山でも街でもライカを常に持ち歩いている阿部。シャッターを切らない日はないようだ。毎日持ち歩くからこそ、見た目も重要だと話す。「正直、見た目はかなり大きな理由です。毎日首から下げて歩きたいかどうかって、結構重要じゃないですか。ライカの小さいレンズとシンプルなボディは、まず見た目が良く、気持ちが上がって、それだけで外に出て撮るきっかけになる。傷つくのを怖がってしまうより、ガシガシ使ってなんぼだと思っています。それに、コミュニケーションのきっかけにもなります。昔、友人のお父さんに『ライカは人との距離を縮めるカメラだ』と言われて、半信半疑だったけど、旅を重ねるうちに本当にそうだなと思うようになりました。どこの国に行っても、クラシックな見た目のおかげで『それ何?』、『撮っていいよ』と言ってもらえることが多い。良い写真が撮れるかどうかの前に『撮ってもいい人になれるカメラ』というのはドキュメンタリーを続ける上ですごく大事な要素なんです」。

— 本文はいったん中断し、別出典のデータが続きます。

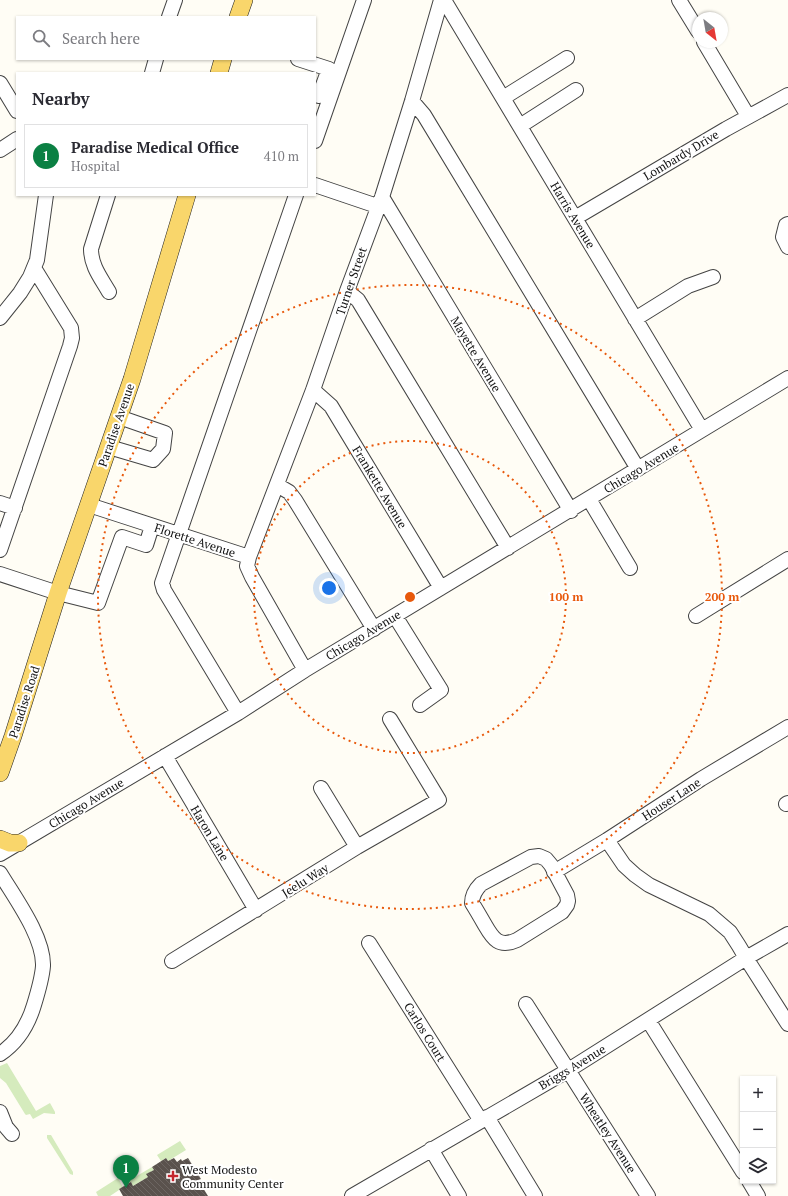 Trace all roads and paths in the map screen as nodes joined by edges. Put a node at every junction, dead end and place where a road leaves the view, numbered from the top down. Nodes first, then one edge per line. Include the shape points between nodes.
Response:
1 (175, 0) edge
2 (244, 0) edge
3 (364, 0) edge
4 (441, 0) edge
5 (444, 0) edge
6 (679, 0) edge
7 (169, 16) edge
8 (238, 16) edge
9 (692, 21) edge
10 (708, 48) edge
11 (568, 58) dead end
12 (156, 60) edge
13 (223, 60) edge
14 (301, 60) edge
15 (152, 72) edge
16 (219, 72) edge
17 (0, 83) edge
18 (576, 90) dead end
19 (317, 95) edge
20 (788, 95) edge
21 (503, 98) junction
22 (412, 101) junction
23 (16, 108) edge
24 (748, 116) junction
25 (520, 126) junction
26 (316, 138) edge
27 (16, 140) edge
28 (0, 150) edge
29 (316, 185) edge
30 (46, 196) edge
31 (108, 196) edge
32 (187, 196) edge
33 (296, 196) edge
34 (380, 201) junction
35 (575, 218) junction
36 (788, 224) edge
37 (788, 247) edge
38 (34, 268) junction
39 (713, 277) dead end
40 (347, 291) junction
41 (109, 292) dead end
42 (0, 318) edge
43 (635, 318) junction
44 (788, 379) edge
45 (313, 390) junction
46 (119, 417) junction
47 (702, 430) junction
48 (109, 447) junction
49 (638, 469) junction
50 (277, 485) junction
51 (589, 499) junction
52 (0, 503) edge
53 (89, 505) junction
54 (15, 508) junction
55 (571, 510) junction
56 (152, 526) junction
57 (178, 534) junction
58 (508, 548) junction
59 (0, 550) edge
60 (249, 557) junction
61 (788, 559) edge
62 (630, 568) dead end
63 (0, 574) edge
64 (441, 588) junction
65 (58, 593) junction
66 (395, 616) junction
67 (696, 616) dead end
68 (374, 629) junction
69 (40, 654) joint
70 (305, 670) junction
71 (420, 705) dead end
72 (238, 713) junction
73 (390, 719) dead end
74 (788, 727) edge
75 (164, 756) junction
76 (0, 773) edge
77 (321, 788) dead end
78 (0, 839) edge
79 (607, 840) junction
80 (19, 843) junction
81 (357, 847) junction
82 (0, 854) edge
83 (554, 872) junction
84 (0, 873) edge
85 (256, 910) junction
86 (788, 934) edge
87 (369, 943) dead end
88 (746, 958) junction
89 (172, 962) dead end
90 (526, 1004) dead end
91 (648, 1020) junction
92 (788, 1024) edge
93 (0, 1054) edge
94 (567, 1071) junction
95 (0, 1112) edge
96 (484, 1119) junction
97 (6, 1128) edge
98 (431, 1149) junction
99 (740, 1167) edge
100 (751, 1184) edge
101 (352, 1196) edge
102 (458, 1196) edge
103 (535, 1196) edge
104 (648, 1196) edge
105 (758, 1196) edge

1 - 7 street
2 - 8 main road
3 - 26 street
4 - 22 street, Turner Street
5 - 21 street, Harris Avenue
6 - 9 street
10 - 24 street
11 - 21 street
12 - 15 street
13 - 16 main road
14 - 19 street via 329,69
17 - 23 street
18 - 25 street
20 - 24 street, Lombardy Drive
21 - 25 street, Harris Avenue
22 - 34 street, Turner Street
22 - 49 street via 424,115
24 - 35 street, Lombardy Drive
25 - 35 street, Harris Avenue
27 - 28 street
29 - 34 street
30 - 38 street via 40,246
31 - 41 street via 91,250 91,258
32 - 46 main road, Paradise Avenue
33 - 57 street
34 - 40 street, Turner Street
34 - 55 street, Mayette Avenue
35 - 43 street, Harris Avenue
36 - 37 street via 783,237
38 - 42 street via 20,293
38 - 54 street via 70,328 72,338
39 - 43 street via 688,286
40 - 45 street, Turner Street
40 - 58 street via 358,300
43 - 47 street, Harris Avenue
44 - 47 street, Chicago Avenue
45 - 50 street, Turner Street
45 - 64 street, Frankette Avenue via 331,406
46 - 48 main road, Paradise Avenue
46 - 48 street via 164,433 163,449 153,460
47 - 49 street, Chicago Avenue
48 - 53 main road, Paradise Avenue
49 - 51 street, Chicago Avenue
50 - 60 street, Turner Street
50 - 68 street via 289,492 295,500
51 - 55 street, Chicago Avenue
51 - 62 street
52 - 54 street
53 - 56 street, Florette Avenue
53 - 65 main road, Paradise Avenue
54 - 59 street
55 - 58 street, Chicago Avenue
56 - 57 street, Florette Avenue
56 - 65 street via 146,545 122,537 98,603
57 - 60 street, Florette Avenue
57 - 72 street via 162,583 164,590
58 - 64 street, Chicago Avenue
60 - 70 street, Florette Avenue via 247,566 252,577
61 - 67 street
63 - 65 street
64 - 66 street, Chicago Avenue
65 - 69 main road, Paradise Avenue
66 - 68 street, Chicago Avenue
66 - 71 street via 441,690
68 - 70 street, Chicago Avenue
69 - 76 main road, Paradise Road
70 - 72 street, Chicago Avenue
72 - 75 street, Chicago Avenue
73 - 81 street, Jeelu Way via 439,800
74 - 79 street, Houser Lane
75 - 80 street, Chicago Avenue
75 - 85 street, Haron Lane
77 - 81 street
78 - 80 main road
79 - 83 street, Houser Lane
79 - 88 street via 624,865 644,882 709,914 730,932
80 - 82 street, Chicago Avenue
81 - 85 street, Jeelu Way
83 - 83 street via 567,895 567,905 562,912 510,943 499,942 493,938 472,903 476,889 531,856 546,859
84 - 93 street via 31,924 41,950 43,965 31,1018 13,1044
85 - 89 street, Jeelu Way
86 - 88 street, Briggs Avenue
87 - 96 street, Carlos Court
88 - 91 street, Briggs Avenue
88 - 92 street
90 - 94 street, Wheatley Avenue
91 - 94 street, Briggs Avenue
91 - 99 street
94 - 96 street, Briggs Avenue
94 - 104 street, Wheatley Avenue
95 - 97 street
96 - 98 street, Briggs Avenue
96 - 103 street, Carlos Court
98 - 101 street, Briggs Avenue
98 - 102 street
100 - 105 street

ライカの中でもMシリーズをメインに使い続けるのに、もう1つ阿部にとって大事な理由がある。「一生の定点観測の道具」にしたいという気持ちだ。学生の頃から20代、30代と基本的に同じシステムで撮り続ける。カメラを頻繁に変えないことで、「自分の変化や写っている人たちの時間の流れがよりはっきりと見えてくる気がする」と阿部はいう。
「今はスマホでも十分綺麗に撮れるし、他社のカメラも本当に素晴らしい。でも、自分が毎日持ち歩きたいか、旅に連れて行きたいか、人に向けた時に『撮って良いよ』と言ってもらえるか。そこまで含めて考えた時に、やっぱり僕にとっての答えはライカなんだと思います。学生の頃から使っているこのMのシリーズで一生を撮り切りたい。それが、僕が今もライカを選び続けている一番の理由です」。

阿部裕介
大学在学中より、アジアやヨーロッパを旅し、写真家として活動を開始する。 2024年には、ライカギャラリー表参道にてバラナシの街を記録した個展「Shanti Shanti」を開催。俳優・仲野太賀、映像作家・上出遼平とともに「Midnight Pizza Club」を主宰。